BEGIN

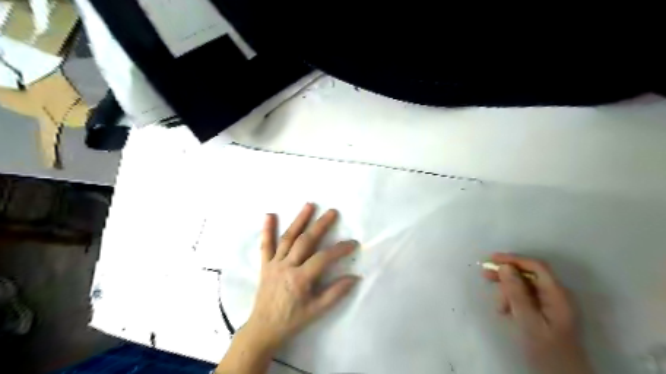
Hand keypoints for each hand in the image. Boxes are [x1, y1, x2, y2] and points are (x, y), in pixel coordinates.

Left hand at [244, 203, 359, 348]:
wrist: (263, 328)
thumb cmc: (292, 320)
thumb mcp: (317, 311)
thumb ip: (335, 293)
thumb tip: (355, 277)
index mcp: (300, 279)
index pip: (323, 258)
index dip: (339, 249)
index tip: (353, 243)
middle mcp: (286, 266)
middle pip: (305, 241)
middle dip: (320, 225)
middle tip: (332, 212)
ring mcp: (274, 263)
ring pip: (287, 238)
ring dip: (299, 220)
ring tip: (309, 205)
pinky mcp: (265, 264)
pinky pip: (265, 245)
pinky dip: (267, 229)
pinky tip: (269, 215)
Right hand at [485, 253, 591, 371]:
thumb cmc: (546, 351)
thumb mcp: (528, 321)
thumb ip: (517, 293)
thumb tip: (505, 267)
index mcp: (558, 295)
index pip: (536, 267)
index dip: (514, 259)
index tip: (492, 259)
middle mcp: (557, 295)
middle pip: (529, 275)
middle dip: (507, 274)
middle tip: (485, 275)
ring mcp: (552, 304)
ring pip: (525, 286)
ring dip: (508, 291)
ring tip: (498, 306)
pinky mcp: (545, 312)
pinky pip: (526, 298)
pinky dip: (513, 300)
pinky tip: (505, 310)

END

# WHAT YOU SHOULD DO
In the records above, copy exactly the lines from the one that contains "thumb tip: (355, 277)" through the last, and nothing else.

# OUTPUT BELOW
thumb tip: (355, 277)
index mcp: (300, 279)
index pip: (323, 258)
index dip: (339, 249)
index tip: (353, 243)
middle mcp: (286, 266)
middle pip: (305, 241)
middle dip: (320, 225)
middle tip: (332, 212)
ring mcp: (274, 263)
ring pip: (287, 238)
ring dip: (299, 220)
ring tip: (309, 205)
pinky mcp: (265, 264)
pinky pip: (265, 245)
pinky dip: (267, 229)
pinky tip: (269, 215)
Right hand at [485, 253, 591, 371]:
thumb cmc: (546, 351)
thumb mcp: (528, 321)
thumb ip: (517, 293)
thumb tip: (505, 267)
index mcp: (558, 295)
index pip: (536, 267)
index dip: (514, 259)
index tip: (492, 259)
middle mcp: (557, 295)
middle pip: (529, 275)
middle dip: (507, 274)
middle tip: (485, 275)
ring mcp: (552, 304)
ring pip: (525, 286)
ring dip: (508, 291)
ring tip: (498, 306)
pinky mcp: (545, 312)
pinky pip: (526, 298)
pinky dip: (513, 300)
pinky tip: (505, 310)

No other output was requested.